Heartbeat detection in OpsMgr 2007

A questionc came up today regarding heartbeating in OpsMgr 2007 – specifically, whether we can easily group systems and deliver missing heartbeat notifications based on specific computers and teams that manage those computers.  The answer is yes – but the process of heartbeating and setting this up is different in OpsMgr 2007.

Watcher node – In OpsMgr you have the agent node and the watcher node.  The agent node is the system with the installed OpsMgr agent that performs data collection, evaluation, etc.

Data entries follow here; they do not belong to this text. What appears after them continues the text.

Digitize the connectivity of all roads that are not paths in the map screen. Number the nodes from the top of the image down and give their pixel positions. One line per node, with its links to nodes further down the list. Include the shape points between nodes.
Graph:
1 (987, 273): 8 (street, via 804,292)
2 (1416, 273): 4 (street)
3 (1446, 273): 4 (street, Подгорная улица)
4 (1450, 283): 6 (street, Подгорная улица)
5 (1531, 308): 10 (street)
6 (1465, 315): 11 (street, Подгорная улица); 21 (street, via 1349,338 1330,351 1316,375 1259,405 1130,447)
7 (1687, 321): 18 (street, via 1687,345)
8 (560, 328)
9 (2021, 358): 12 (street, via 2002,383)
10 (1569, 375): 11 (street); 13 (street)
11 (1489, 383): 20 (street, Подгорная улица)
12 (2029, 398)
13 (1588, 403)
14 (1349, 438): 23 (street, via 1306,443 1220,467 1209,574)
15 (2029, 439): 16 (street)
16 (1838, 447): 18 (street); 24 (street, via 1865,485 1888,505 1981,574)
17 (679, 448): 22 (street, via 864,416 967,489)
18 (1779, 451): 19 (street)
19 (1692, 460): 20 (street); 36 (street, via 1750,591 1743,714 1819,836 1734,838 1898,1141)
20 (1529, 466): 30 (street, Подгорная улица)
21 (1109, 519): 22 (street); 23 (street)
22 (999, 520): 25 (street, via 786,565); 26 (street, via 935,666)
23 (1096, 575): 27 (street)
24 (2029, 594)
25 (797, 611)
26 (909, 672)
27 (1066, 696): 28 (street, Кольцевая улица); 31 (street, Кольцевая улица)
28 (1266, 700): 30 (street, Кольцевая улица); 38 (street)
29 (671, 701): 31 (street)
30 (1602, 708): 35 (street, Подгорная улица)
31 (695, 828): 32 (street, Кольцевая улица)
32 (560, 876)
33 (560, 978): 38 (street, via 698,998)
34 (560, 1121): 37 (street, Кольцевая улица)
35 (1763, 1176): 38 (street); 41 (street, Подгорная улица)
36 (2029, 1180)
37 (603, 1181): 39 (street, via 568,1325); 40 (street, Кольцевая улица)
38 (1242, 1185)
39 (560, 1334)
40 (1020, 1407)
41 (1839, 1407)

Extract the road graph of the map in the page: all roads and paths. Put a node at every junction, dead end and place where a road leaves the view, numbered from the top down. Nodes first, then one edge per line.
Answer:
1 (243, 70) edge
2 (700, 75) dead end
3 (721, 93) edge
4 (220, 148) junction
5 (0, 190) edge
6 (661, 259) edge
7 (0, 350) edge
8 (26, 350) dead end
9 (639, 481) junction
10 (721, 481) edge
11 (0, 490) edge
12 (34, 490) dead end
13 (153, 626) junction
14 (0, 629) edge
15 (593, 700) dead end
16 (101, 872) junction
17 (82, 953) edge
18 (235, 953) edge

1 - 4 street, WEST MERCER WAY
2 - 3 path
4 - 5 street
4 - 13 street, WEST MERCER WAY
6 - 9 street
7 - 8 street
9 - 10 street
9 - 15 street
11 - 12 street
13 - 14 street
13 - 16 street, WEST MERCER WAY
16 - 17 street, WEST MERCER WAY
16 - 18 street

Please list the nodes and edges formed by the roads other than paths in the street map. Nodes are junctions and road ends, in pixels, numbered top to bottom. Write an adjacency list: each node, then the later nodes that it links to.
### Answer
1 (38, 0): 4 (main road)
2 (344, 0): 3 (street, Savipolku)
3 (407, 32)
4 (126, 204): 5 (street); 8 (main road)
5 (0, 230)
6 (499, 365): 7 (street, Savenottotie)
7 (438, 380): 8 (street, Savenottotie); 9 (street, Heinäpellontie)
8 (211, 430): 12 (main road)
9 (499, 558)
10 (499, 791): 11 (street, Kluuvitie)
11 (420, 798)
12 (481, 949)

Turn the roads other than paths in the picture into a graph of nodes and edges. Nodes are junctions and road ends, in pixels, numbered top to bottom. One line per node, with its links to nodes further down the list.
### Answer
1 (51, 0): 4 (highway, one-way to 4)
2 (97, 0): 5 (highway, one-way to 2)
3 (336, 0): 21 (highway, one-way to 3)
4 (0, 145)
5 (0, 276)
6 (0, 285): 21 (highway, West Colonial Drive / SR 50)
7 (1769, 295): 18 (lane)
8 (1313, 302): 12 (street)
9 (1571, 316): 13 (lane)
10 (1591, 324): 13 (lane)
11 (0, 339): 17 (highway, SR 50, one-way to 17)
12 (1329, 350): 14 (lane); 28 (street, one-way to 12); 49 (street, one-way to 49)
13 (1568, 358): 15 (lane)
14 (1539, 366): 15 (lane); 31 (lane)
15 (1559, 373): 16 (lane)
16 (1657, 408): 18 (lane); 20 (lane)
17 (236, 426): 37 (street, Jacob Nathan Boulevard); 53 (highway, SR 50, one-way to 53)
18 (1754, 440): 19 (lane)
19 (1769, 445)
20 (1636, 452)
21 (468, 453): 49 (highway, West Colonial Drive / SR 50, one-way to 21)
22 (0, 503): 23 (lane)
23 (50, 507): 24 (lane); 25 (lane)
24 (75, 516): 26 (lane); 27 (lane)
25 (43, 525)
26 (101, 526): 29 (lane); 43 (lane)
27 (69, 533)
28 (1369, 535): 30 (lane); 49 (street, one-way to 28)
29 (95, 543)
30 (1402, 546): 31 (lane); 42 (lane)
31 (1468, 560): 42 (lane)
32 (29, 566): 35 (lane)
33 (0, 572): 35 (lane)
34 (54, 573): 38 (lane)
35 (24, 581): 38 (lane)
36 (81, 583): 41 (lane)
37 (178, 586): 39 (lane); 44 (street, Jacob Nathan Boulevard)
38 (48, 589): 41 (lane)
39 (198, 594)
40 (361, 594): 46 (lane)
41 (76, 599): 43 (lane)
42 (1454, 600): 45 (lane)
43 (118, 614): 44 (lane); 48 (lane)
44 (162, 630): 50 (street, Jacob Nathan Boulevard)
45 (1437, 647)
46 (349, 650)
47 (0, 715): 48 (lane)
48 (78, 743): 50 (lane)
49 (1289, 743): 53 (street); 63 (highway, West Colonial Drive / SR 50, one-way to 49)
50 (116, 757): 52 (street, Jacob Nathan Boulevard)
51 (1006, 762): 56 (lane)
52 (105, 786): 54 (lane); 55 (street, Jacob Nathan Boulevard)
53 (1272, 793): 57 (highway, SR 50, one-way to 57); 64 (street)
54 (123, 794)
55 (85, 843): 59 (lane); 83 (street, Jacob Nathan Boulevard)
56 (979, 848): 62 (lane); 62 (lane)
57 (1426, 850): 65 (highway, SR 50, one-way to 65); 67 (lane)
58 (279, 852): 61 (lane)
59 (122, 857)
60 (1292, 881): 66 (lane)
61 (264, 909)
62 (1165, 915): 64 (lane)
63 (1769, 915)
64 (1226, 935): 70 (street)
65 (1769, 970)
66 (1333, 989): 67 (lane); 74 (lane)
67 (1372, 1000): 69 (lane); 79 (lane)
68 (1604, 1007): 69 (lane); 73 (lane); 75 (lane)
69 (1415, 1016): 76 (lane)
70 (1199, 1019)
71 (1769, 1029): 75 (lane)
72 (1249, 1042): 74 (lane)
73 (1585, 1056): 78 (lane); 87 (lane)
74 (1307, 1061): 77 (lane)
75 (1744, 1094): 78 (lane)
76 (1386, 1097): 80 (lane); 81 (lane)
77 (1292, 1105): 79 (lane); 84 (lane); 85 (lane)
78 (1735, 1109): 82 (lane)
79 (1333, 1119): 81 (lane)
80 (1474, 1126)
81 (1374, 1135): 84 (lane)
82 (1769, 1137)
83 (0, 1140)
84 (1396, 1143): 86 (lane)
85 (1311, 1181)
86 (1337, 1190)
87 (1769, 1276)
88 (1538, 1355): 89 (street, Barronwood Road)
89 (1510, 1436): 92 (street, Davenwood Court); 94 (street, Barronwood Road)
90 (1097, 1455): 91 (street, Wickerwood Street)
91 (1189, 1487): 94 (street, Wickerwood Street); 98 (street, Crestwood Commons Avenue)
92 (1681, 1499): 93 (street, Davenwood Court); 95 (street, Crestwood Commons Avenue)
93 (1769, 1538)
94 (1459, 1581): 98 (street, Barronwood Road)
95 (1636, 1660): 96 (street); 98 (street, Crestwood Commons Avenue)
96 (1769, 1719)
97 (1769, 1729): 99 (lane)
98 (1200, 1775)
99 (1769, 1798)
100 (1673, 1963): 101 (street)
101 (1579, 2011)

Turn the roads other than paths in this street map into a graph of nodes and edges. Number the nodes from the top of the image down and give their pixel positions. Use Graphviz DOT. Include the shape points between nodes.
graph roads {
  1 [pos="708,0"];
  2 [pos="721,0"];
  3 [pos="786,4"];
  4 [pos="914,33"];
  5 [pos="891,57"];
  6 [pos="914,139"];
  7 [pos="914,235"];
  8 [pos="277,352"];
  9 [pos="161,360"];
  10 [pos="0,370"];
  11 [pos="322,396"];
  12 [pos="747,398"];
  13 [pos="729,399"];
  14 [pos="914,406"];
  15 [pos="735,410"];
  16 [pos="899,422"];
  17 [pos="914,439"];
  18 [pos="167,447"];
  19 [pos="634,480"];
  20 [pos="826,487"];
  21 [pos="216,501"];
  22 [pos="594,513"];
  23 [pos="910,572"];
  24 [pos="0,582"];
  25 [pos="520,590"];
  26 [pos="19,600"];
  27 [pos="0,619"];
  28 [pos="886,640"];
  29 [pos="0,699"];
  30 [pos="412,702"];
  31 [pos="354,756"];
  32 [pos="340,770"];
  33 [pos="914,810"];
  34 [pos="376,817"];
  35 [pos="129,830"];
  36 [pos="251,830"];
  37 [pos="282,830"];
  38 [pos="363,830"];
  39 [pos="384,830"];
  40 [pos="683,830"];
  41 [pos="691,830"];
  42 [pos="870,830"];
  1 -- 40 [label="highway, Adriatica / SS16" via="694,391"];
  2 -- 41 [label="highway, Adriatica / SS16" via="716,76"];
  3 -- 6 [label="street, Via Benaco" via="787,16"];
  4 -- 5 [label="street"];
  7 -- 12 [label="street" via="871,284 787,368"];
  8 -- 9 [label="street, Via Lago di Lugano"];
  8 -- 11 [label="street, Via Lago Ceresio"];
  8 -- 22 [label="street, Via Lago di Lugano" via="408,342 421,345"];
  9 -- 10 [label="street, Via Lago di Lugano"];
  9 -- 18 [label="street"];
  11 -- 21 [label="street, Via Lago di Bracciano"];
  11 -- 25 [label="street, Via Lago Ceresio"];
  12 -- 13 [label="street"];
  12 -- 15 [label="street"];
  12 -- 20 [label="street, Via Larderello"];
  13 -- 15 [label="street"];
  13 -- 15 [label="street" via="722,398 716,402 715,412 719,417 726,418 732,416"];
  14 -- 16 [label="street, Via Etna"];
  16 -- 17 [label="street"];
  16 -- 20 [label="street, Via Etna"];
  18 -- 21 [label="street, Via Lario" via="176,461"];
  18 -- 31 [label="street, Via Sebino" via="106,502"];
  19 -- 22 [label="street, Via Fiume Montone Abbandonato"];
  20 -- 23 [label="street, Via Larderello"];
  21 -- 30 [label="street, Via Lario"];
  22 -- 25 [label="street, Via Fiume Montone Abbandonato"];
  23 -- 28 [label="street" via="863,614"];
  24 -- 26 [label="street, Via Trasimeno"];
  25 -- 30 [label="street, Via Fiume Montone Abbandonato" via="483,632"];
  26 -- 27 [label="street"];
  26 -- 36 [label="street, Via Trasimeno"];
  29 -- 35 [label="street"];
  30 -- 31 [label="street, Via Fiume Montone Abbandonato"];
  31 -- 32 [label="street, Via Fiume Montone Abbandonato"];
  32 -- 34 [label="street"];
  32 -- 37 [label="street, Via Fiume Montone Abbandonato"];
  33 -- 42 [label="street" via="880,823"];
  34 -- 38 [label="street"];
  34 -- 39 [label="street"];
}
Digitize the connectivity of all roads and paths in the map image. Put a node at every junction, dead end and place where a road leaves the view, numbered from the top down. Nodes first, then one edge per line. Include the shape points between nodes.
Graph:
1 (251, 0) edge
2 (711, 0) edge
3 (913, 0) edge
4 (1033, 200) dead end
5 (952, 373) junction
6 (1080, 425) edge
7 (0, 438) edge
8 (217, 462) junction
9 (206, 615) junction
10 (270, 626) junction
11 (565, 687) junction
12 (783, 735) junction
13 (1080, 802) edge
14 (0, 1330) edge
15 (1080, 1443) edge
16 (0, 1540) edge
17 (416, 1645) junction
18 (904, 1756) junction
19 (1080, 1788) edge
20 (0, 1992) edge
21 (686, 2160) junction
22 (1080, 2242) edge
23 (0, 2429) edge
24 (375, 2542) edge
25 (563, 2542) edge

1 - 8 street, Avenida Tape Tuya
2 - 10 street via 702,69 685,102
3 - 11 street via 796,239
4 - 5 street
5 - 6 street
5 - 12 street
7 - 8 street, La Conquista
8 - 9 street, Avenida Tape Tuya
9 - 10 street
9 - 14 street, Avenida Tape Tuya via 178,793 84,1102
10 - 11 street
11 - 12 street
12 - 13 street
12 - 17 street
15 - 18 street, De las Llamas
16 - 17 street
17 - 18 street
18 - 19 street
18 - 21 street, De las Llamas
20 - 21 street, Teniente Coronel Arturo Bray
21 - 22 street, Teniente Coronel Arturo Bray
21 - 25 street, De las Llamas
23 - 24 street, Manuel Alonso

The watcher node is a designated system external to the agent that can perform monitoring to ensure the actual agent of interest is healthy.  A good example would be an IIS server.  An agent running on the IIS server is fully able to monitor providing the IIS server is running.  If the IIS server goes down there would be no way to continue monitoring web page availability, etc.  Enter the watcher node.  A system can be designated to ‘watch’ the IIS server to ensure it is up and running.  The same can apply in other examples too – such as the Health Service (the agent). 


Heartbeat monitoring is handled by the Health Service watcher node (RMS/Management servers).  The watcher nodes expect heartbeats from agents – if they don’t get one appropriate rules will fire to indicate the problem.  This works perfectly because, like in MOM 2005, heartbeat issues must be detected at the management server level.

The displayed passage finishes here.